BACKGROUND. Myxoid liposarcoma is one of the major myxoid malignancies of soft tissue and its histologic differentiation from other myxoid tumors is sometimes difficult. Recent cytogenetic analysis revealed that a characteristic reciprocal chromosomal translocation of t(12;16)(q13;p11) occurs in myxoid liposarcomas. In this study, retrospective cytogenetic analysis by means of fluorescence in situ hybridization (FISH) and DNA flow cytometry were performed on free nuclei isolated from paraffin embedded myxoid liposarcoma cells, and they were compared with myxoid malignant fibrous histiocytomas (MFHs), low grade fibromyxoid sarcomas, and intramuscular myxomas.

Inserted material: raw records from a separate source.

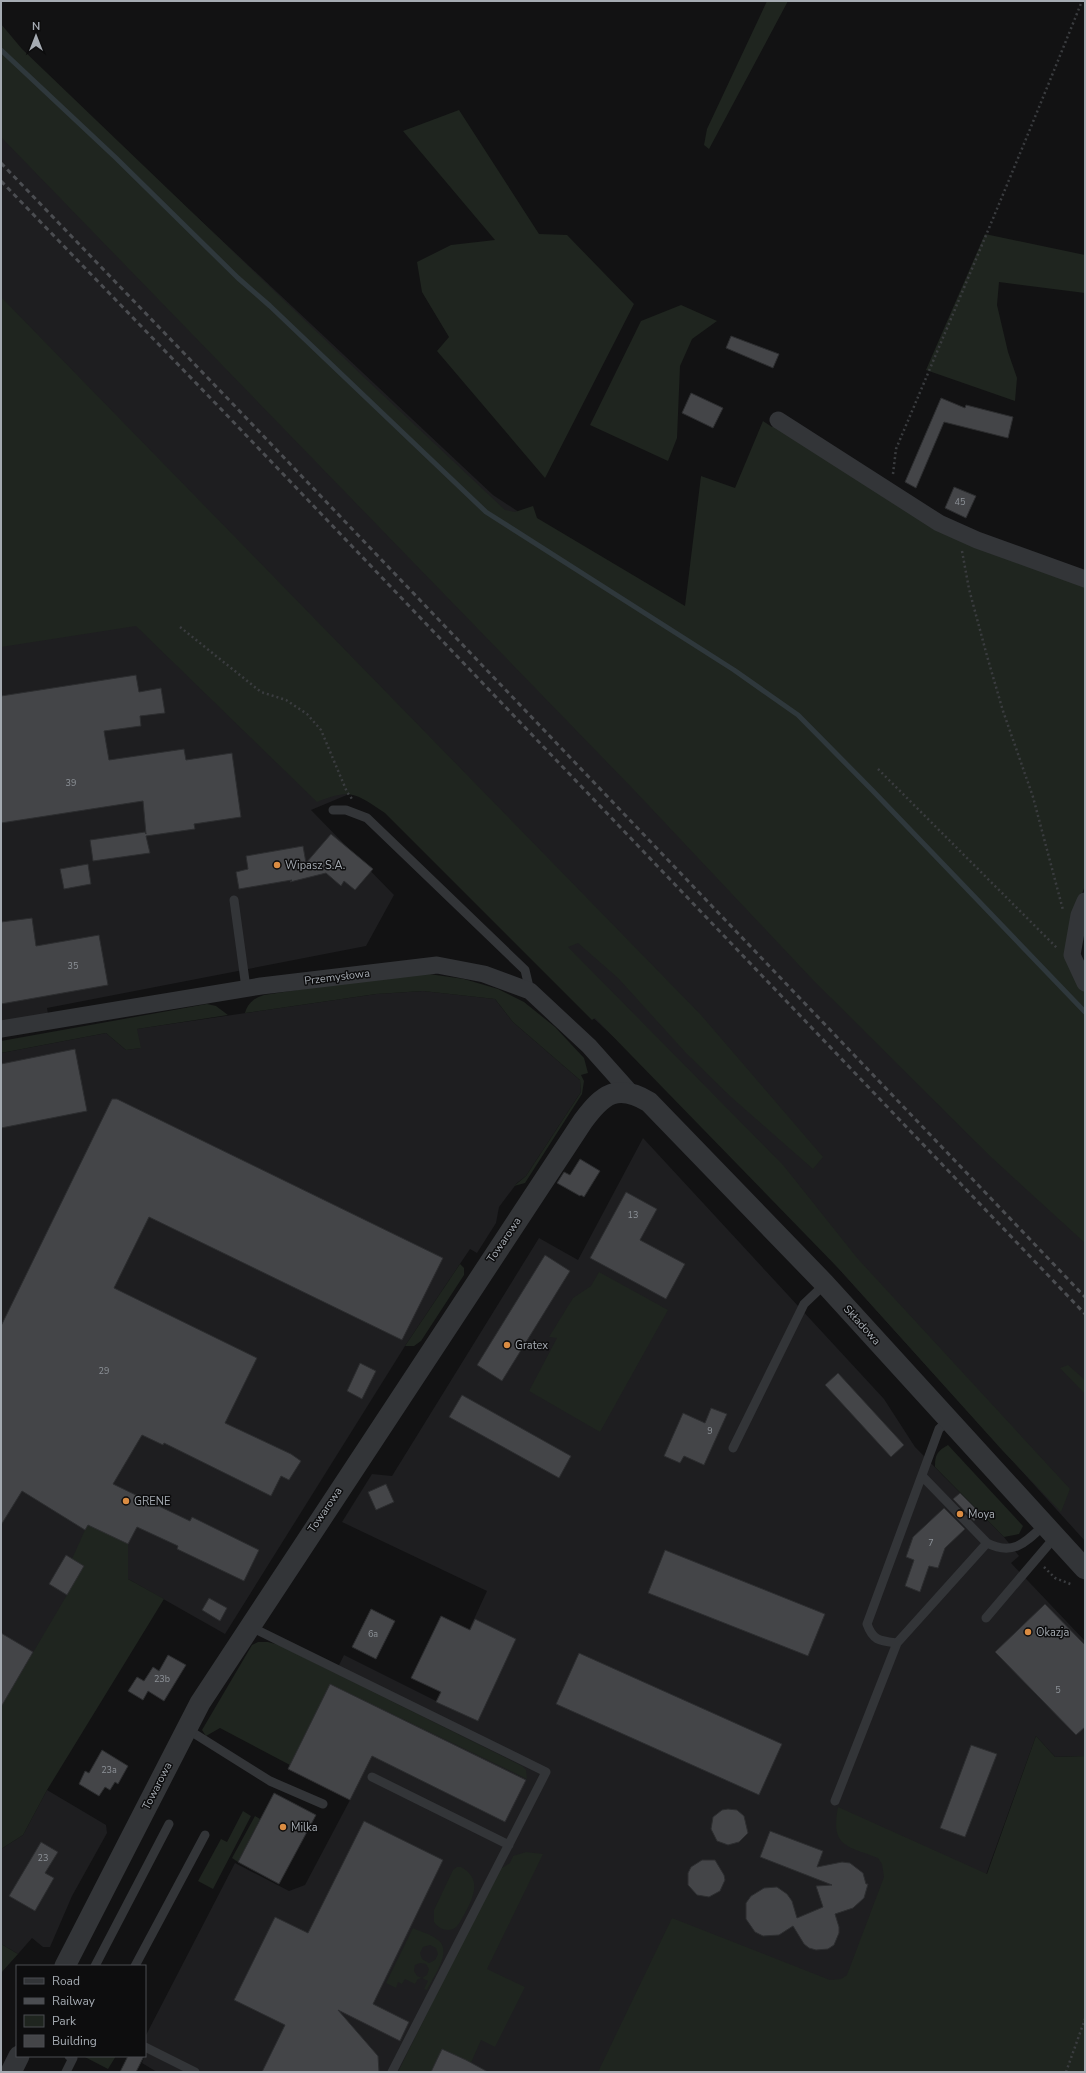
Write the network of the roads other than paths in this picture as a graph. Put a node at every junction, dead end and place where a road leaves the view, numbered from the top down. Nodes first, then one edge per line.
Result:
1 (778, 420) dead end
2 (1085, 579) edge
3 (333, 810) dead end
4 (234, 900) dead end
5 (1085, 901) edge
6 (1085, 983) edge
7 (246, 988) junction
8 (530, 991) junction
9 (1, 1029) edge
10 (630, 1092) junction
11 (825, 1284) junction
12 (948, 1420) junction
13 (733, 1448) dead end
14 (923, 1477) junction
15 (1049, 1531) junction
16 (987, 1543) junction
17 (1081, 1577) edge
18 (986, 1618) dead end
19 (249, 1626) junction
20 (897, 1643) junction
21 (187, 1729) junction
22 (372, 1777) dead end
23 (835, 1801) dead end
24 (323, 1804) dead end
25 (169, 1824) dead end
26 (206, 1835) dead end
27 (509, 1845) junction
28 (66, 1965) edge
29 (96, 1965) edge
30 (136, 1965) edge
31 (146, 2047) edge
32 (18, 2057) edge
33 (72, 2057) edge
34 (11, 2072) edge
35 (66, 2072) edge
36 (195, 2072) edge
37 (392, 2072) edge

1 - 2 street
3 - 8 lane
4 - 7 lane
5 - 6 street
7 - 8 street, Przemysłowa
7 - 9 street, Przemysłowa
8 - 10 street, Przemysłowa
10 - 11 street, Składowa
10 - 19 street, Towarowa
11 - 12 street, Składowa
11 - 13 lane
12 - 14 lane
12 - 15 street, Składowa
14 - 16 lane
14 - 20 lane
15 - 16 lane
15 - 17 street, Składowa
15 - 18 lane
16 - 20 lane
19 - 21 street, Towarowa
19 - 27 lane
20 - 23 lane
21 - 24 lane
21 - 28 street, Towarowa
22 - 27 lane
25 - 29 lane
26 - 30 lane
27 - 37 lane
31 - 36 lane
32 - 34 street
33 - 35 lane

METHODS. Nine myxoid liposarcomas, five myxoid MFHs, two low grade fibromyxoid sarcomas, and four intramuscular myxomas were examined. Chromosomal aberrations in chromosomes 12 and 16 were investigated by FISH, using both centromeric DNA probes and whole chromosome painting probes. Cellular DNA contents were determined by flow cytometry. RESULTS. All nine myxoid liposarcomas were shown to be diploid by DNA flow cytometry and exhibited the translocation t(12;16), as shown by FISH. Four of the five myxoid MFHs exhibited aneuploidy, as shown by flow cytometry, and remarkable numeric aberrations of chromosomes 12 and 16. No abnormal DNA content or chromosomal aberrations were identified in the two low grade fibromyxoid sarcomas or the four intramuscular myxomas. CONCLUSIONS. FISH analysis performed on paraffin embedded materials can be used to differentiate myxoid liposarcomas from other myxoid soft tissue tumors.